企業用動画プラットフォームから、AI体験エンジンへ

Kalturaは現在、世界中の800社以上の企業顧客を擁しており、Amazon、Oracle、SAP、IBM、そして複数のトップ金融機関や大学も含まれています。製品は企業向け動画ポータル、バーチャル講義、ウェビナーシステム、TVストリーミングソリューションなどをカバーしています。eSelfを買収した後、Kalturaは販売、カスタマーサポート、トレーニングなどのシーンに埋め込むことができる独立したAIエージェントを提供する予定です。これにより、企業に対して「包括的な動画インテリジェンス」を提供します:

フロントエンド:高精度のデジタル人間がインタラクションの入口となる;

ミッドレンジ:CRM、知識ベース、LMSなどの企業システムと接続する;

バックエンド:ユーザー行動や画面内容に基づいてパーソナライズされた応答を動的に生成する。

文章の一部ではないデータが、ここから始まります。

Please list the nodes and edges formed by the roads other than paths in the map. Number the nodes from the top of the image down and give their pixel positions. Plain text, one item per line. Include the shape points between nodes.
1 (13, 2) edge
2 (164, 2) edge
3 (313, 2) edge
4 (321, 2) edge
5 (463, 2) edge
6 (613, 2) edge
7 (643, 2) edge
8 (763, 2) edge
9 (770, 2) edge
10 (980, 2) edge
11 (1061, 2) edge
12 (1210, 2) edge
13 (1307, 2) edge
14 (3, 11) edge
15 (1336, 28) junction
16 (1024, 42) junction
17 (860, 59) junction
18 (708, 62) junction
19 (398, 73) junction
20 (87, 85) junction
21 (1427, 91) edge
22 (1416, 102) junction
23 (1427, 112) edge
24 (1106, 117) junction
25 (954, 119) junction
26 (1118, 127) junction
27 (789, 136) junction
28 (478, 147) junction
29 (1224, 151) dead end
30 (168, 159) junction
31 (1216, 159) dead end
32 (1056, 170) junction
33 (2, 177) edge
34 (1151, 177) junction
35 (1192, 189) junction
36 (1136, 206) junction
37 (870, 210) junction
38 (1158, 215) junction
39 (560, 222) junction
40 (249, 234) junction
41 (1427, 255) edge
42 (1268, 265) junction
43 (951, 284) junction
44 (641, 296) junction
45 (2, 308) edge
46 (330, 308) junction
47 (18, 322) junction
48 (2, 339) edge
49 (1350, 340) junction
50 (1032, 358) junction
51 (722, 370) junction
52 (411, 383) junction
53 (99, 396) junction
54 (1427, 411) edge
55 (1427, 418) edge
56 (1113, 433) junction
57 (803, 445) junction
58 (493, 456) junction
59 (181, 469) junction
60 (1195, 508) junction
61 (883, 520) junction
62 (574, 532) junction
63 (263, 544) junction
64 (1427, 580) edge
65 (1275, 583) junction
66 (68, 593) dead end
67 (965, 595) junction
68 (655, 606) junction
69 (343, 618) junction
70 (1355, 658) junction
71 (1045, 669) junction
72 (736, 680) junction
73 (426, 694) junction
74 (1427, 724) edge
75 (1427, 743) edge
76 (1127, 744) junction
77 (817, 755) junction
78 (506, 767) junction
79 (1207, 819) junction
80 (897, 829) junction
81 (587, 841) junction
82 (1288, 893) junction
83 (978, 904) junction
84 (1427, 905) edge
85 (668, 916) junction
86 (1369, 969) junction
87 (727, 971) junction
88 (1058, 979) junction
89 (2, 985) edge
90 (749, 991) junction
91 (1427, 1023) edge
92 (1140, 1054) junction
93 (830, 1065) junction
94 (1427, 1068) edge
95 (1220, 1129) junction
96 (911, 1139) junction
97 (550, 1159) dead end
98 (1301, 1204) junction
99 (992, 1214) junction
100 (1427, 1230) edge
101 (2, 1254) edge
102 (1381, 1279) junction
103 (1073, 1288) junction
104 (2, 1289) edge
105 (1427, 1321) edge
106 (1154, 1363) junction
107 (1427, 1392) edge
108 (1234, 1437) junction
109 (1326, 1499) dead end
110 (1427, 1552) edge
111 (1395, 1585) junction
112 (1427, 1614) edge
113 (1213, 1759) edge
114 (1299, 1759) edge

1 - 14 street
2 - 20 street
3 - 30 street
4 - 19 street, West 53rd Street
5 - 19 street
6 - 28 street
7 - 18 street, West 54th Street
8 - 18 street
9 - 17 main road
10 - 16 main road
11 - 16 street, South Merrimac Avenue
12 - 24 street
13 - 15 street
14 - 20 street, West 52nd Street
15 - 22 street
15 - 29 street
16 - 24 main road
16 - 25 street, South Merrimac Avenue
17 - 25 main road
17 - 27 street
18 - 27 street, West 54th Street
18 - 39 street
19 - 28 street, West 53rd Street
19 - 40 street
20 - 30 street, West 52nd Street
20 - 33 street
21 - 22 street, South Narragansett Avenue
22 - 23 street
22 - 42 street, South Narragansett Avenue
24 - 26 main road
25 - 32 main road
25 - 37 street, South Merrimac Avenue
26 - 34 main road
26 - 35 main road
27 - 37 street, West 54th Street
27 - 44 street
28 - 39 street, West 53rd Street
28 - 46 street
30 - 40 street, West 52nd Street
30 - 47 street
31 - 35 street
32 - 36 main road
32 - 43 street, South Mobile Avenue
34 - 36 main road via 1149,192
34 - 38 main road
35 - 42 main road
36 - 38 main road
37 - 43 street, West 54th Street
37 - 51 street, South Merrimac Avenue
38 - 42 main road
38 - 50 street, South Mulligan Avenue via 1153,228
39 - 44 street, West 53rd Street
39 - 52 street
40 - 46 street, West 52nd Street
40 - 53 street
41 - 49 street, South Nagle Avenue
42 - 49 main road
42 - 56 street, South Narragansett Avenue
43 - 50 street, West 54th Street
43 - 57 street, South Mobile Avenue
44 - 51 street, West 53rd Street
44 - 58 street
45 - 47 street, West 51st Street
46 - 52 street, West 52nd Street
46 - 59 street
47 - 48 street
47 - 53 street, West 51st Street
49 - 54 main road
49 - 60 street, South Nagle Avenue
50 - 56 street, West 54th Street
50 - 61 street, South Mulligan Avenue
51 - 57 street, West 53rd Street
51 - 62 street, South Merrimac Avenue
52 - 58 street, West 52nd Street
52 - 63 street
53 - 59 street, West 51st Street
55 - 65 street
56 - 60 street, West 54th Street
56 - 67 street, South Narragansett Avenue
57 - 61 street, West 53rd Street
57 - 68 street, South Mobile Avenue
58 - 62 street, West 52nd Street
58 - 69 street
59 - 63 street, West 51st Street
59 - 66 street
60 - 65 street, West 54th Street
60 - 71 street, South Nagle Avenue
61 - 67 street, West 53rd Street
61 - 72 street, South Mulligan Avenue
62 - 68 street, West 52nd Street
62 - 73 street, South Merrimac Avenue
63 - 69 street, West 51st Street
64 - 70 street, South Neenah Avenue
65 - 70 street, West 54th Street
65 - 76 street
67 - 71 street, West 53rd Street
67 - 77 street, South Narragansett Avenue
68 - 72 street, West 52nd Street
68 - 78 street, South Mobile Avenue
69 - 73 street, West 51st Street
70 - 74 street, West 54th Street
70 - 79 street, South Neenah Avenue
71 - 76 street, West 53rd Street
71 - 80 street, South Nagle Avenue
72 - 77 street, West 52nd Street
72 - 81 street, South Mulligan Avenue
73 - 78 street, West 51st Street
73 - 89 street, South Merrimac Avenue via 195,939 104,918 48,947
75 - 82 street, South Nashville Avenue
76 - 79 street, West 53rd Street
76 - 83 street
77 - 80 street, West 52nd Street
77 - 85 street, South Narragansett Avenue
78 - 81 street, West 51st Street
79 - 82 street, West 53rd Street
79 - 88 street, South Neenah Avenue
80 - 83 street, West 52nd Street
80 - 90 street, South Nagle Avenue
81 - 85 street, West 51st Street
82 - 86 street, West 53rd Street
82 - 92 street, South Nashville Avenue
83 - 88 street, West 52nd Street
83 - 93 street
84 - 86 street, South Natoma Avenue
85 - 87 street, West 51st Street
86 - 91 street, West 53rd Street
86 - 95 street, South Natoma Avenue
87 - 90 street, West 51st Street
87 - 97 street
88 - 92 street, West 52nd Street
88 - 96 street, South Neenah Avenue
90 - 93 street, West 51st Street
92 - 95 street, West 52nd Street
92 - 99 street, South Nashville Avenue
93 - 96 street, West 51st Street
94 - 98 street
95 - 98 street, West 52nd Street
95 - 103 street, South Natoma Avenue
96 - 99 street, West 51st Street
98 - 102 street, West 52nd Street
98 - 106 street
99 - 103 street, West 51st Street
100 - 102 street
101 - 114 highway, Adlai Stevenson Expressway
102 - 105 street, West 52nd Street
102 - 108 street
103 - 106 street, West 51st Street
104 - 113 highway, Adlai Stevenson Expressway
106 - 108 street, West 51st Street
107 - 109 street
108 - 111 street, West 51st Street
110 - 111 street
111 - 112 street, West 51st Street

Yekutiel氏は、「私たちのビジョンは、動画が『受動的な視聴』から『能動的なサービス』になることだ」と語っています。「私たちは動画から始まり、個別化された動画へと進化してきました。そして今、eSelfを通じて、AIに顔、目、耳、口を与えることで、人間レベルの表現力と理解力を備えた存在にしています。」

戦略的配置が明確で、売却報道を否定

最近、一部メディアがKalturaが4億~5億ドルの評価で売却を目指していると報じましたが、Yekutiel氏は明確に否定しました。「私たちはどの取引にも近づいたことはありません。」むしろ、今回の買収は同社の4回目の戦略的買収(以前にはTvinci、Rapt Media、Newrowを買収)であり、会社がAIと動画の融合に継続的に投資していることを示しています。Kalturaの2024年の収益は約1億8,000万ドルで、Adjusted EBITDAとキャッシュフローの両方で利益を達成しており、従業員は600人います。